» **TO DO**
Provide an exact copy of the data, excluding the images.

» **Records from a data collection**
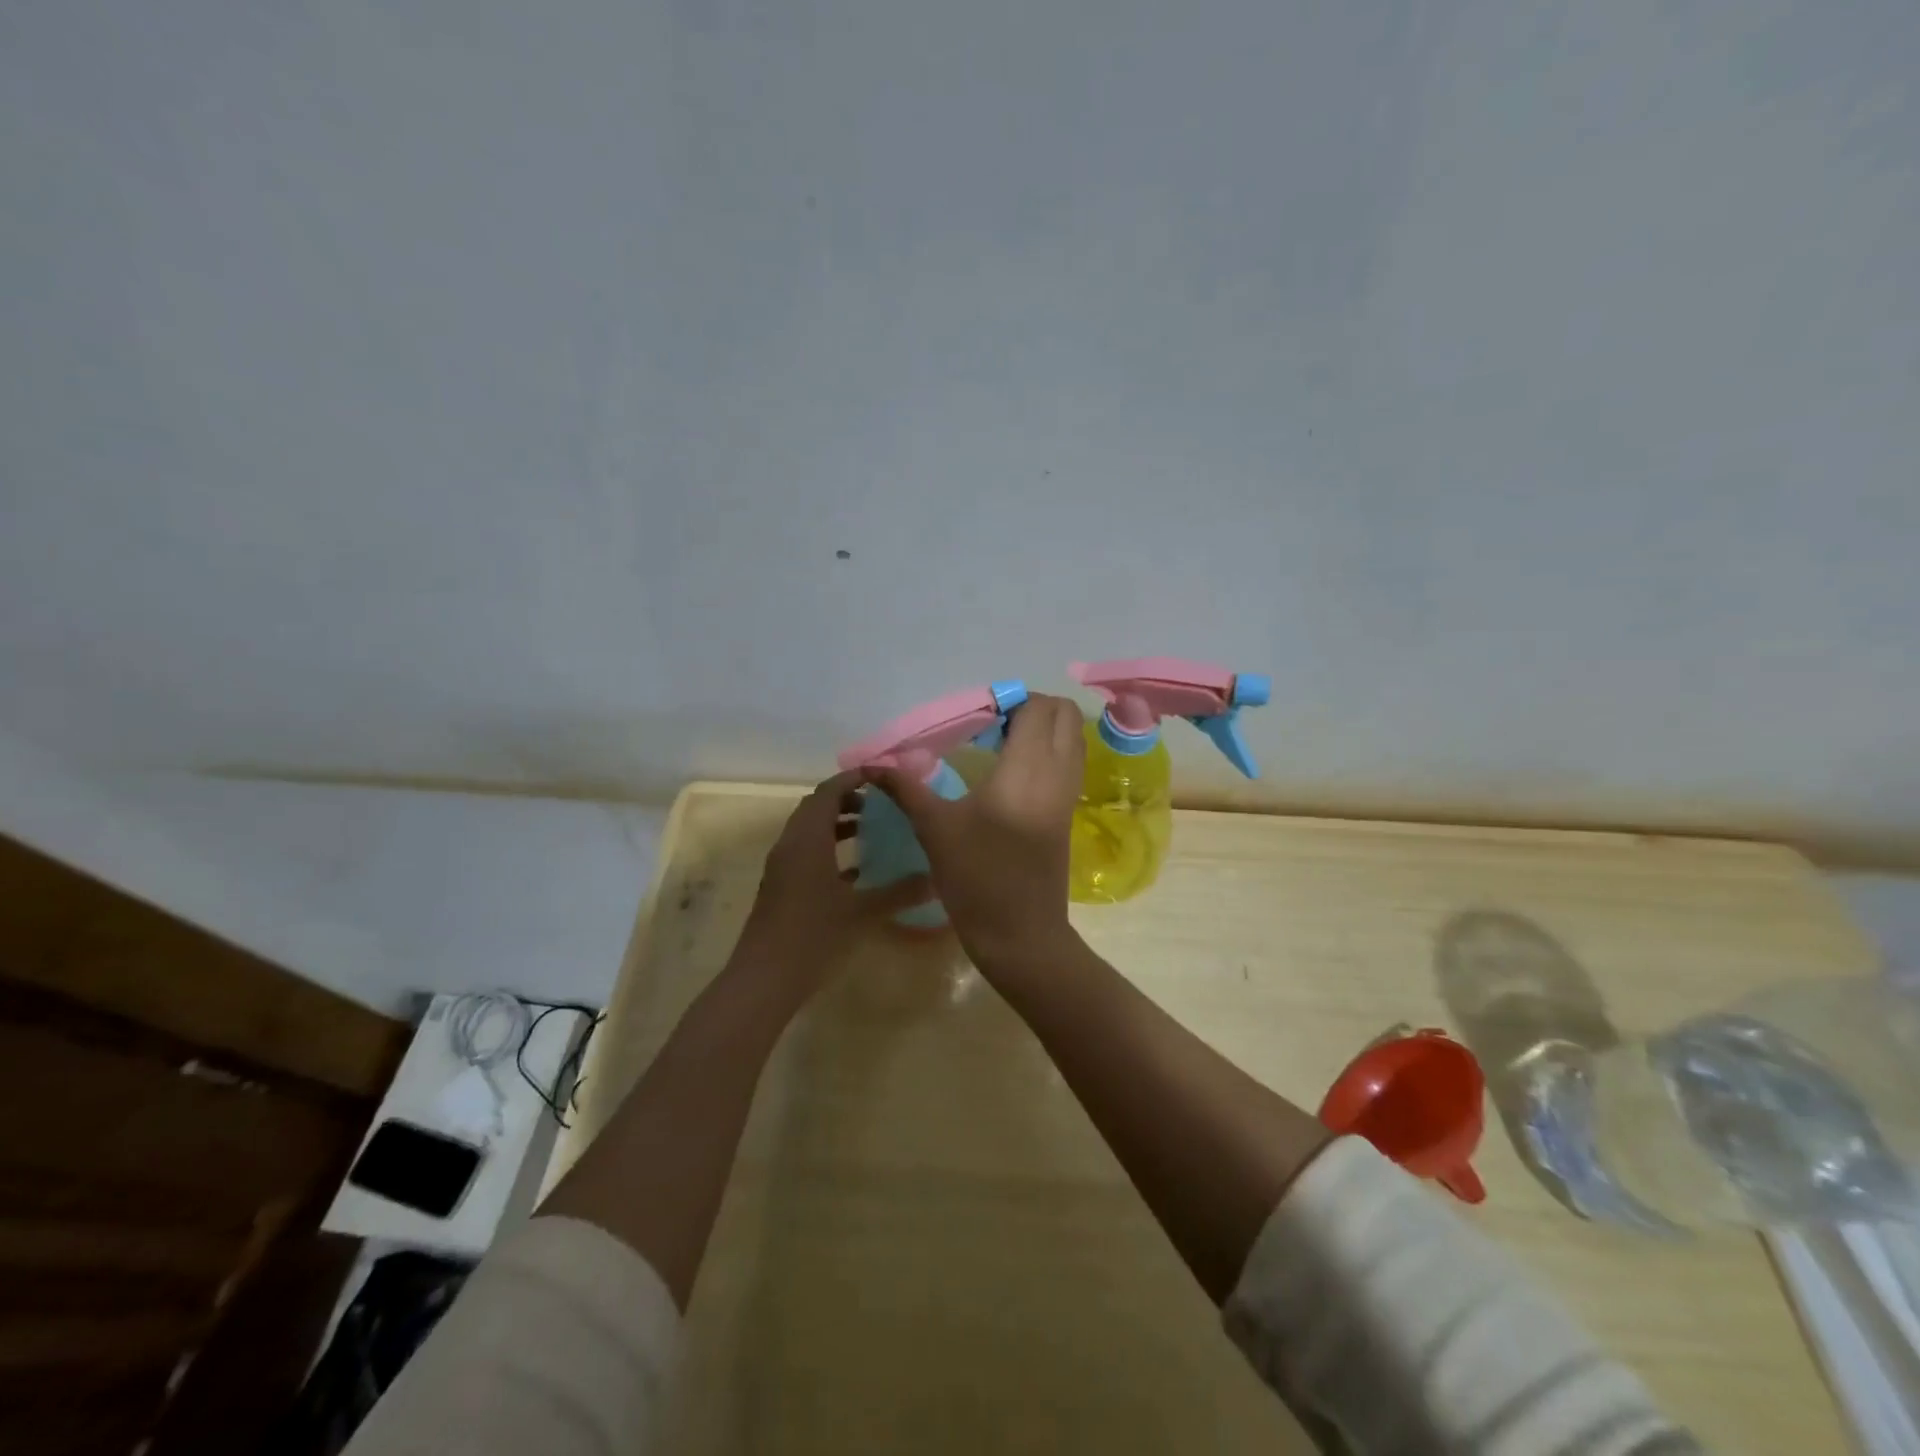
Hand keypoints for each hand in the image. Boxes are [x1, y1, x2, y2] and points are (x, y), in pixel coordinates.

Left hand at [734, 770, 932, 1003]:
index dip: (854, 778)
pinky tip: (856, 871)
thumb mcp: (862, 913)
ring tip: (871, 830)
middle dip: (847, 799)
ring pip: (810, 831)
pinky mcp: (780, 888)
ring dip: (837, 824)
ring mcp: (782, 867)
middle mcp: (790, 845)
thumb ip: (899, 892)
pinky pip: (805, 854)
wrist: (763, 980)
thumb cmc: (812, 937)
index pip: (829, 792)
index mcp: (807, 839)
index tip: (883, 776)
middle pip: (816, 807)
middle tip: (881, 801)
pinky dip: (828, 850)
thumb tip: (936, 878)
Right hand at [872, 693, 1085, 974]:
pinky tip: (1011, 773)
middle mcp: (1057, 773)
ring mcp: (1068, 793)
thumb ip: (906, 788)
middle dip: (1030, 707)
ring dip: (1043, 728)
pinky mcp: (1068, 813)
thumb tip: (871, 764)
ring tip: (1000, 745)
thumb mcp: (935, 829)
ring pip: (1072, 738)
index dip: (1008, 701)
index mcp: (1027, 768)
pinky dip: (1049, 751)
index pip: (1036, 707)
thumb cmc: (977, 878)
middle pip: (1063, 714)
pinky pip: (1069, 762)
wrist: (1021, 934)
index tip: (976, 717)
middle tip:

» **ANSWER BELOW**
Hand keypoints for each hand in the image. Boxes are [x1, y1, x2, y2] and points are (x, y), in pixel coordinates.

Left hand at [734, 770, 932, 1003]:
index dip: (854, 778)
pinky tip: (856, 871)
thumb mcp: (862, 913)
ring tip: (871, 830)
middle dip: (847, 799)
ring pip: (810, 831)
pinky mcp: (780, 888)
ring dip: (837, 824)
ring mcp: (782, 867)
middle mcp: (790, 845)
thumb ip: (899, 892)
pinky pip: (805, 854)
wrist: (763, 980)
thumb cmc: (812, 937)
index pip: (829, 792)
index mcp: (807, 839)
index tip: (883, 776)
middle pip: (816, 807)
middle tip: (881, 801)
pinky dip: (828, 850)
thumb tip: (936, 878)
Right hand at [872, 693, 1085, 974]:
pinky tip: (1011, 773)
middle mcp: (1057, 773)
ring mcp: (1068, 793)
thumb ip: (906, 788)
middle dip: (1030, 707)
ring dip: (1043, 728)
pinky mcp: (1068, 813)
thumb tip: (871, 764)
ring tip: (1000, 745)
thumb mcp: (935, 829)
ring pip: (1072, 738)
index dip: (1008, 701)
index mcp: (1027, 768)
pinky dip: (1049, 751)
index pip: (1036, 707)
thumb cmc: (977, 878)
middle pip: (1063, 714)
pinky pip: (1069, 762)
wrist: (1021, 934)
index tip: (976, 717)
middle tip:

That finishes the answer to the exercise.